> [EXERCISE BRIEF]:
Could you output the entries that follow exactly, omitting any pictures they contain?

DATA RECORDS Block Start

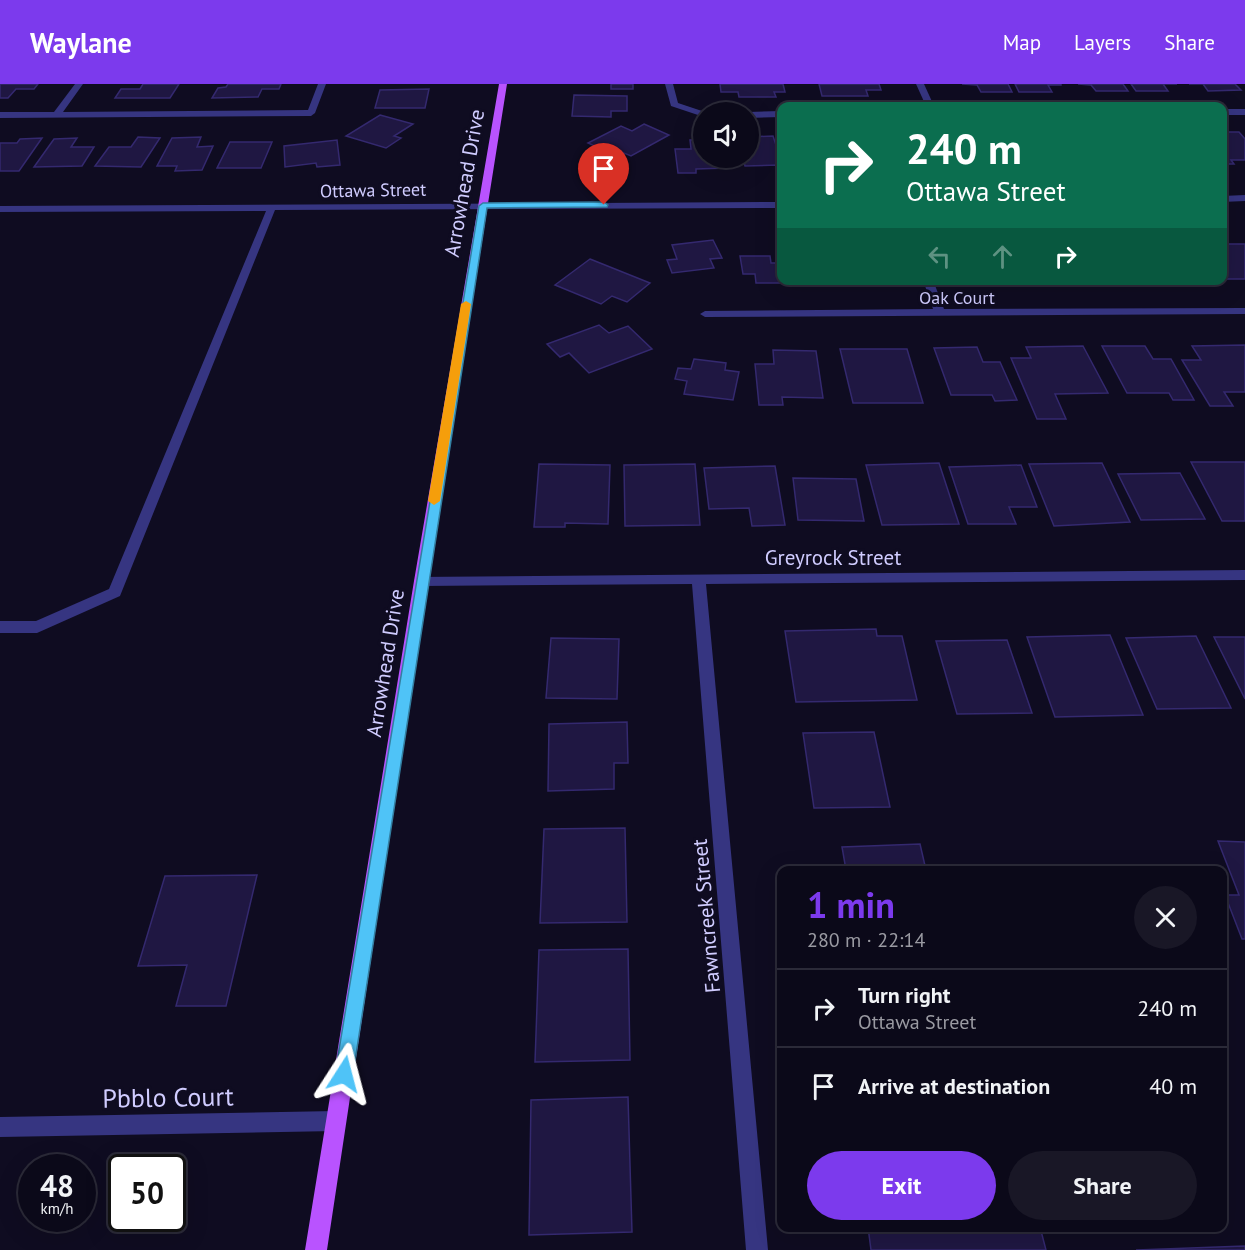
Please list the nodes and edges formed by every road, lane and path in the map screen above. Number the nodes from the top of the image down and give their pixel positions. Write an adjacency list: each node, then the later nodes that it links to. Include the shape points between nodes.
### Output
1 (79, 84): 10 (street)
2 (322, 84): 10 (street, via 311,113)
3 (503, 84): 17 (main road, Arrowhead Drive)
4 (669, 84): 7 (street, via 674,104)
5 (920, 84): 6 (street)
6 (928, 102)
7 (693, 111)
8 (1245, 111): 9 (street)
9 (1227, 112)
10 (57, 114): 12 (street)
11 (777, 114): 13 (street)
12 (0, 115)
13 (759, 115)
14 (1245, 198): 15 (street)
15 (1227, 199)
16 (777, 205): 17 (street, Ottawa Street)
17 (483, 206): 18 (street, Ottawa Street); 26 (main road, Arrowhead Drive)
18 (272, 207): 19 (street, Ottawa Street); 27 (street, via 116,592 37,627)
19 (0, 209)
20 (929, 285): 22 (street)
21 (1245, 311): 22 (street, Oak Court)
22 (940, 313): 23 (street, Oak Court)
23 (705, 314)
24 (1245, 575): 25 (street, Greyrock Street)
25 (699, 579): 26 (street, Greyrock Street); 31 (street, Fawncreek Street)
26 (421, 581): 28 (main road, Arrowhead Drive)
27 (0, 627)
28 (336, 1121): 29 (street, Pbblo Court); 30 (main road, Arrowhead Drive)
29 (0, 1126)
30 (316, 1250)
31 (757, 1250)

DATA RECORDS Block End

> [RESULT]:
Please list the nodes and edges formed by every road, lane and path in the map screen above. Number the nodes from the top of the image down and give their pixel positions. Write an adjacency list: each node, then the later nodes that it links to. Include the shape points between nodes.
### Output
1 (79, 84): 10 (street)
2 (322, 84): 10 (street, via 311,113)
3 (503, 84): 17 (main road, Arrowhead Drive)
4 (669, 84): 7 (street, via 674,104)
5 (920, 84): 6 (street)
6 (928, 102)
7 (693, 111)
8 (1245, 111): 9 (street)
9 (1227, 112)
10 (57, 114): 12 (street)
11 (777, 114): 13 (street)
12 (0, 115)
13 (759, 115)
14 (1245, 198): 15 (street)
15 (1227, 199)
16 (777, 205): 17 (street, Ottawa Street)
17 (483, 206): 18 (street, Ottawa Street); 26 (main road, Arrowhead Drive)
18 (272, 207): 19 (street, Ottawa Street); 27 (street, via 116,592 37,627)
19 (0, 209)
20 (929, 285): 22 (street)
21 (1245, 311): 22 (street, Oak Court)
22 (940, 313): 23 (street, Oak Court)
23 (705, 314)
24 (1245, 575): 25 (street, Greyrock Street)
25 (699, 579): 26 (street, Greyrock Street); 31 (street, Fawncreek Street)
26 (421, 581): 28 (main road, Arrowhead Drive)
27 (0, 627)
28 (336, 1121): 29 (street, Pbblo Court); 30 (main road, Arrowhead Drive)
29 (0, 1126)
30 (316, 1250)
31 (757, 1250)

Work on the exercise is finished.